Alternatif Solusi Selain Merger
Mengingat berbagai kekhawatiran yang muncul terkait rencana merger ini, ada beberapa alternatif solusi yang dapat dipertimbangkan:
- Sinergi Operasional: Garuda Indonesia dan Pelita Air dapat menjalin kerjasama operasional tanpa harus melakukan merger. Misalnya, kerjasama dalam hal pemasaran, penjualan tiket, atau perawatan pesawat.
- Aliansi Strategis: Garuda Indonesia dan Pelita Air dapat membentuk aliansi strategis untuk memperkuat posisi mereka di pasar penerbangan. Aliansi ini dapat mencakup kerjasama dalam hal pengembangan rute, program loyalitas pelanggan, atau pengadaan pesawat.

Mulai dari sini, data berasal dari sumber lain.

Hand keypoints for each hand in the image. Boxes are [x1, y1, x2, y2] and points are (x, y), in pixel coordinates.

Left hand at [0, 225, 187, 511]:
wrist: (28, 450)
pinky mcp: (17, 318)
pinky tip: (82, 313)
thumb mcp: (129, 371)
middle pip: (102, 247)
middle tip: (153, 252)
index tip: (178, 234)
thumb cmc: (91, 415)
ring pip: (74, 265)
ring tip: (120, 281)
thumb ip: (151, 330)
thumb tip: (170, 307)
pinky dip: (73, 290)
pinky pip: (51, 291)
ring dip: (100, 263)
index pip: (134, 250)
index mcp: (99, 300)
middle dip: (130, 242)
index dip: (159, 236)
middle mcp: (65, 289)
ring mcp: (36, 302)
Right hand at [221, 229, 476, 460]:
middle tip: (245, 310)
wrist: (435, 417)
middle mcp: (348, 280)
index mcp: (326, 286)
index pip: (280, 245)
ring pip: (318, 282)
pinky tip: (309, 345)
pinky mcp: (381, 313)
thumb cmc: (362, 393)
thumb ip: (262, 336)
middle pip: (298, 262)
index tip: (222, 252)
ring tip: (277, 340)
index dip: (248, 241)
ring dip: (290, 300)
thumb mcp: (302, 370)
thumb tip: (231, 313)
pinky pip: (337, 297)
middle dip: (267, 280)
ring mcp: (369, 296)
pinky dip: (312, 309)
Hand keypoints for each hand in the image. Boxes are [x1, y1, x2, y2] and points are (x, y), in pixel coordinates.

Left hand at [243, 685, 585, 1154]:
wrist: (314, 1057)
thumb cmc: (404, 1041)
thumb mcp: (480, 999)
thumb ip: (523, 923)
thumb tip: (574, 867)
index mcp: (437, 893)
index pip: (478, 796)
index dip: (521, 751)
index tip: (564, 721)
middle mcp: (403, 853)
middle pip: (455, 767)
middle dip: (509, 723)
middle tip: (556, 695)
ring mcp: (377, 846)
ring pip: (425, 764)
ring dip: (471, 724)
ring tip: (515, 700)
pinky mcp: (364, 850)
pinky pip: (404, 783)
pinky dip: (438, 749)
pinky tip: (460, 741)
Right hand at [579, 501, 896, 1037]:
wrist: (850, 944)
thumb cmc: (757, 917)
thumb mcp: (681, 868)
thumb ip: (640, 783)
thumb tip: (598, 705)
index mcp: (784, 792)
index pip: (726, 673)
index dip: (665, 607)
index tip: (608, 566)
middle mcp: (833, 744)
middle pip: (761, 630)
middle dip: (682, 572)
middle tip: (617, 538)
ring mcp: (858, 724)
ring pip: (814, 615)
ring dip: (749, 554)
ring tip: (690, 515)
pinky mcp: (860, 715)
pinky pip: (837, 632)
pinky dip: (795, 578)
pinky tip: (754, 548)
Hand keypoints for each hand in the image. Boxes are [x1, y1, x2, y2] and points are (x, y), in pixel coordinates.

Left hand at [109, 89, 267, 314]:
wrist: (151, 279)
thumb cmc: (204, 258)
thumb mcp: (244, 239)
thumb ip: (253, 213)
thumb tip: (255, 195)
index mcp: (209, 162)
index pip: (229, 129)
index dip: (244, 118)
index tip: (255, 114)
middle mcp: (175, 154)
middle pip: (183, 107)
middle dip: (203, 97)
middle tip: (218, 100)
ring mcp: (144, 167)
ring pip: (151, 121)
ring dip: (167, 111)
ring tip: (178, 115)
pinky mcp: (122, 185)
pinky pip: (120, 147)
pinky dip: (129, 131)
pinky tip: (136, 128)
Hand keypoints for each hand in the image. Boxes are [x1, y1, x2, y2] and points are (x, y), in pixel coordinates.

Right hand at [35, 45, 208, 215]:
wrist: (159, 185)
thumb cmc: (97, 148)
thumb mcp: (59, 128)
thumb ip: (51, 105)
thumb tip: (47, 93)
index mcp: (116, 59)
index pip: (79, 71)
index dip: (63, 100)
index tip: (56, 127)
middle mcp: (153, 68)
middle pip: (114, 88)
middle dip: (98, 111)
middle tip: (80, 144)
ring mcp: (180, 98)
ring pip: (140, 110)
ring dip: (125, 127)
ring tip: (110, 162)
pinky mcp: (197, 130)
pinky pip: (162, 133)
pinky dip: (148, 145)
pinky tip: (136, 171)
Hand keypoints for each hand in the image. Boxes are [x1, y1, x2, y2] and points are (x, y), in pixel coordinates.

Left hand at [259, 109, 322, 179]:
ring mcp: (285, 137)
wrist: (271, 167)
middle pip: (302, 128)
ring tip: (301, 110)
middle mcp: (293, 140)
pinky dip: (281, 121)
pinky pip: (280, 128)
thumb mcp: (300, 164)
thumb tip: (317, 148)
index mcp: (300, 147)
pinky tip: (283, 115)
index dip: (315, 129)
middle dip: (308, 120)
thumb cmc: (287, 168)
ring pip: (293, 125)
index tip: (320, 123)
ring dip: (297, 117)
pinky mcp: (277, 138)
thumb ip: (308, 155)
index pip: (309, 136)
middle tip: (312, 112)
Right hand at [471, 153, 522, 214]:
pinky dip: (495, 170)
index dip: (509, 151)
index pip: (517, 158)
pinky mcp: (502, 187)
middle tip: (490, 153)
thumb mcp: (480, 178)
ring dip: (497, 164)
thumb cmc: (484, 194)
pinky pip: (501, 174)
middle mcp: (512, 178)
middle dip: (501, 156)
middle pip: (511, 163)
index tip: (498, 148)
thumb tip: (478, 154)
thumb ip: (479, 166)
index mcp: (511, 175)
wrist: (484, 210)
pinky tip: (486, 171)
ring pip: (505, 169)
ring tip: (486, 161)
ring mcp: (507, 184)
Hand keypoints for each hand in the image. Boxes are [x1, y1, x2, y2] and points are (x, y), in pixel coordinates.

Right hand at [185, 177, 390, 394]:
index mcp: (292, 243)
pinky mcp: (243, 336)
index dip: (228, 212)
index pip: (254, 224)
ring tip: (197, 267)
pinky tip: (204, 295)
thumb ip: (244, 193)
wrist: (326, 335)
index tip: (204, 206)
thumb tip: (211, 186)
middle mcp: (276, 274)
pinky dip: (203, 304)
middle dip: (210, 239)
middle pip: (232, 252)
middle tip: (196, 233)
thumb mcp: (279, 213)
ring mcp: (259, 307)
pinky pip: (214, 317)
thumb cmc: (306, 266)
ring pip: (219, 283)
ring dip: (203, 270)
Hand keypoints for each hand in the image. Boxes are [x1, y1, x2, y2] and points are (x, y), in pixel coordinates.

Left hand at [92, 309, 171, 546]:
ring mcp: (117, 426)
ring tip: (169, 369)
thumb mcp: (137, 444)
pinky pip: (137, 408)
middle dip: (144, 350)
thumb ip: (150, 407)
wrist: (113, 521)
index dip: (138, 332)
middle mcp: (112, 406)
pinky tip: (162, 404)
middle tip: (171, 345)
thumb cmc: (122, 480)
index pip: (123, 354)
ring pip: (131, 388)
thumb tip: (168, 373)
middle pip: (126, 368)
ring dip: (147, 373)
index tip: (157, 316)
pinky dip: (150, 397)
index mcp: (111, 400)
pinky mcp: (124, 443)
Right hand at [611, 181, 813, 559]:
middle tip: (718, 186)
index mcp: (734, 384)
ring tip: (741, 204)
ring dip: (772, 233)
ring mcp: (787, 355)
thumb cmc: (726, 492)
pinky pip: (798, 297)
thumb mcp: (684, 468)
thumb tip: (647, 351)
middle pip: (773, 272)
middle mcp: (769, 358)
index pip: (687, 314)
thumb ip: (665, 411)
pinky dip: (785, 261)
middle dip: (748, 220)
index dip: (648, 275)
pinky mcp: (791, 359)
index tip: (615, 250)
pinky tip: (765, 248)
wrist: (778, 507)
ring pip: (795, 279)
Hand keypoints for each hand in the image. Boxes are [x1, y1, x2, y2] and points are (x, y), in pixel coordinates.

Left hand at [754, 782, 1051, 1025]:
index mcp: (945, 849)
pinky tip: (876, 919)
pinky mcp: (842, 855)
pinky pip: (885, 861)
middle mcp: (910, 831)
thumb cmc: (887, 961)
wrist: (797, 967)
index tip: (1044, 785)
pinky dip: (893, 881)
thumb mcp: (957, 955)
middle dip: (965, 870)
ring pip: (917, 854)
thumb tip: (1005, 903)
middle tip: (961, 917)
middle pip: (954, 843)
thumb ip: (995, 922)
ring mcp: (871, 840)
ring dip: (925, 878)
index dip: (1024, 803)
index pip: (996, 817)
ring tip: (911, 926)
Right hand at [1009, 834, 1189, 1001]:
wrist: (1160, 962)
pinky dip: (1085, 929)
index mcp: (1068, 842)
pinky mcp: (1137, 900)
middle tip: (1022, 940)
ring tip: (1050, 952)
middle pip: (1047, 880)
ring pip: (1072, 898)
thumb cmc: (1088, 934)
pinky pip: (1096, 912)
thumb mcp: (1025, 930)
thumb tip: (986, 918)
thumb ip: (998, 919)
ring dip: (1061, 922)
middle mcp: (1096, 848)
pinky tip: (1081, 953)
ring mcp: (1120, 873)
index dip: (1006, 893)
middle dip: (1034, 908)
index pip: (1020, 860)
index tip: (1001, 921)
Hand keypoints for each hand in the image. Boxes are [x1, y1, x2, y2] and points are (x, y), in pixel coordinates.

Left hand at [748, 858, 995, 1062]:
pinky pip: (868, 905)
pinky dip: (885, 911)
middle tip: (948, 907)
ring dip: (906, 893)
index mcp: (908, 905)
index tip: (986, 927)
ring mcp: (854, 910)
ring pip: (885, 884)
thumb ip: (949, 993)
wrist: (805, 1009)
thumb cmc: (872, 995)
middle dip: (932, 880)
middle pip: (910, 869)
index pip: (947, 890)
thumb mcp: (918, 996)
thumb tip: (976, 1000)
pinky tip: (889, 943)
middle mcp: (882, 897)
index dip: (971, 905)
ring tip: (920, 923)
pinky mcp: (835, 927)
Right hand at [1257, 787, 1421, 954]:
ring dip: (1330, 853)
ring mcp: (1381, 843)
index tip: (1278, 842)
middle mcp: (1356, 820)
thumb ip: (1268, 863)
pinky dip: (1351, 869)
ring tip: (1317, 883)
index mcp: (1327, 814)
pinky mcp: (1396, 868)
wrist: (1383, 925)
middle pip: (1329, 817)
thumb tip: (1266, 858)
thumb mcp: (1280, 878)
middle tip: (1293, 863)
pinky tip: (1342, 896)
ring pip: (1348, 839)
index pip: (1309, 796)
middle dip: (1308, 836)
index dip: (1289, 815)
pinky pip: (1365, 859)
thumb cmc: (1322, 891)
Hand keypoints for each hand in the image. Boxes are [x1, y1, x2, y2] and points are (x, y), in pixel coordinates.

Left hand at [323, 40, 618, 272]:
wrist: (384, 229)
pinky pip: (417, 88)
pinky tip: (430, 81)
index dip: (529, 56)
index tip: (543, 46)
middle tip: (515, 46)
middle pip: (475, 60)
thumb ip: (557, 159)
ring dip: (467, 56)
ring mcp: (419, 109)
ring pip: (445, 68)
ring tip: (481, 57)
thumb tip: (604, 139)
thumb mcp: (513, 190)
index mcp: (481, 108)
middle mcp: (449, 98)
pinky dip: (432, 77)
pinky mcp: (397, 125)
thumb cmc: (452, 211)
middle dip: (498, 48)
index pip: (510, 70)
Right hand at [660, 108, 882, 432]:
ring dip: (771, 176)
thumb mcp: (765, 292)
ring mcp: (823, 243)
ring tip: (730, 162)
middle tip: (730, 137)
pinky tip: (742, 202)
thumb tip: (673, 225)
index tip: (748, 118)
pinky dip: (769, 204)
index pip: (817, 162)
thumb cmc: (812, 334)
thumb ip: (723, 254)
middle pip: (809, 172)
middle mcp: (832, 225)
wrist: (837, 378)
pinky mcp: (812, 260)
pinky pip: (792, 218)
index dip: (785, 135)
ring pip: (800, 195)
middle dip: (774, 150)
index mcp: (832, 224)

- Pelita Air Tetap Independen: Pelita Air dapat terus mengembangkan bisnisnya secara independen dengan fokus pada rute-rute yang menguntungkan dan mempertahankan standar pelayanan yang tinggi. Pemerintah dapat memberikan dukungan kepada Pelita Air melalui kebijakan yang kondusif dan akses ke pembiayaan yang terjangkau.
Kesimpulan
Rencana merger antara Pelita Air dan Garuda Indonesia adalah isu yang kompleks dan memerlukan kajian yang mendalam. Pemerintah perlu mempertimbangkan secara matang semua aspek yang terkait dengan merger ini, termasuk potensi dampak positif dan negatifnya. Selain itu, pemerintah juga perlu mempertimbangkan alternatif solusi lain yang dapat memberikan manfaat yang lebih besar bagi kedua maskapai penerbangan dan industri penerbangan nasional secara keseluruhan. Yang terpenting adalah, keputusan yang diambil harus berorientasi pada kepentingan publik dan memastikan keberlangsungan industri penerbangan yang sehat dan kompetitif.